To determine whether a thumb-in-palm deformity is present, the surgeon must maximally flex the wrist, at which point the thumb will adduct and rest in the palm with limited ability to actively extend. Due to the normal route of the extensor pollicis longus (EPL), ulnar to Lister’s tubercle, a thumb adduction deformity may be worsened by the pull of the EPL. Therefore EPL rerouting can reduce symptoms.
Anatomical localization of the specific pathologies involved is essential to the selection of the most appropriate surgical intervention. Thumb-in-palm deformity is classified into three major types: intrinsic deformity (type 1), extrinsic deformity (type 2), and combined deformity (type 3). Intrinsic deformity is due to spasticity of the intrinsic thumb muscles, causing adduction of the thumb metacarpal, flexion of the metacarpophalangeal (MCP) joint, and extension of the IP joint.

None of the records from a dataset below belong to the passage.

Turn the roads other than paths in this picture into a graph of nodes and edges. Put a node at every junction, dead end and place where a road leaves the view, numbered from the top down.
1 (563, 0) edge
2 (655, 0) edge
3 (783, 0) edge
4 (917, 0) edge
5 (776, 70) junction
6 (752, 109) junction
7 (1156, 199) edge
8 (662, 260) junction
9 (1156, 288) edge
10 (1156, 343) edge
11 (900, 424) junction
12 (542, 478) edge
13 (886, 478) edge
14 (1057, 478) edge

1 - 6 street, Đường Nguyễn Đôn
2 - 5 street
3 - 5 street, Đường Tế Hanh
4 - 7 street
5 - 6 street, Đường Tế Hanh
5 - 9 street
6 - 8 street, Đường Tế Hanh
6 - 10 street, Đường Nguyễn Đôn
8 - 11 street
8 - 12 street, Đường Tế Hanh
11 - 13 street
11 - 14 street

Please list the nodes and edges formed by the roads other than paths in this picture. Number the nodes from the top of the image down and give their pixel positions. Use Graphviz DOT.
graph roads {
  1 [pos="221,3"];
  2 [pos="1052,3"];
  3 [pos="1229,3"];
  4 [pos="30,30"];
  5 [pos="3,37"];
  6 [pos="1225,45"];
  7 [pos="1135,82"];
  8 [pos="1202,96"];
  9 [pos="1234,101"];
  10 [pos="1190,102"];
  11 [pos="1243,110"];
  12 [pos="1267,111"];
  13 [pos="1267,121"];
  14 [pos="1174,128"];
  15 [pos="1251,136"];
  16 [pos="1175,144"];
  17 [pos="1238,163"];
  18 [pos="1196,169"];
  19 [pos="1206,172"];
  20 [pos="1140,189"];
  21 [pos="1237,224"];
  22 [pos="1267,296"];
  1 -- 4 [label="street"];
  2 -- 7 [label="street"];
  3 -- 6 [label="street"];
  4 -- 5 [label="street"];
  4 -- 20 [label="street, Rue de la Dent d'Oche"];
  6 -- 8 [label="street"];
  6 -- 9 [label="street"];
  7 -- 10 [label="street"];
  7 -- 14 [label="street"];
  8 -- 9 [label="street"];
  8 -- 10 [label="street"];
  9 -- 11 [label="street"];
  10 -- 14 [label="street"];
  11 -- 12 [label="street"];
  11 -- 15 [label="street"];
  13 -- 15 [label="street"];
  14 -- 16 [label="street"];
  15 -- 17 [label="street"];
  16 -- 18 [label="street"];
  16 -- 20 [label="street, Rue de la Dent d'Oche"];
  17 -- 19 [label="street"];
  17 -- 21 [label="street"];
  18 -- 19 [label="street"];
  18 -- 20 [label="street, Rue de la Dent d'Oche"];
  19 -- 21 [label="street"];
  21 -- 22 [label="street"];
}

Extrinsic deformity has a lesser degree of metacarpal adduction, and is characterized by spasticity of the extrinsic flexor pollicis longus, causing flexion of the MCP and IP joints. Combined deformity is adduction of the first metacarpal with MCP joint hyperextension. Surgical correction seeks to weaken the deforming force while strengthening opposing forces to improve joint stability and maximize function.
There is an association between thumb-in-palm deformity and concomitant wrist hyperextension in children with CP. If finger extension relies on wrist flexion and finger flexion relies on wrist extension, this is called a tenodesis grasp. Special attention should be directed toward observing this in a potential surgical patient. The surgeon should confirm that surgical correction of wrist hyperflexion will not impair that patient’s ability to extend the fingers.
Zancolli et al. described three primary patterns of hand function, classified into four groups. Pattern III hand function is associated with poor surgical prognosis ( Table 5.9.2 ). Patients who demonstrate pattern I and II have a better chance of favorable surgical outcome.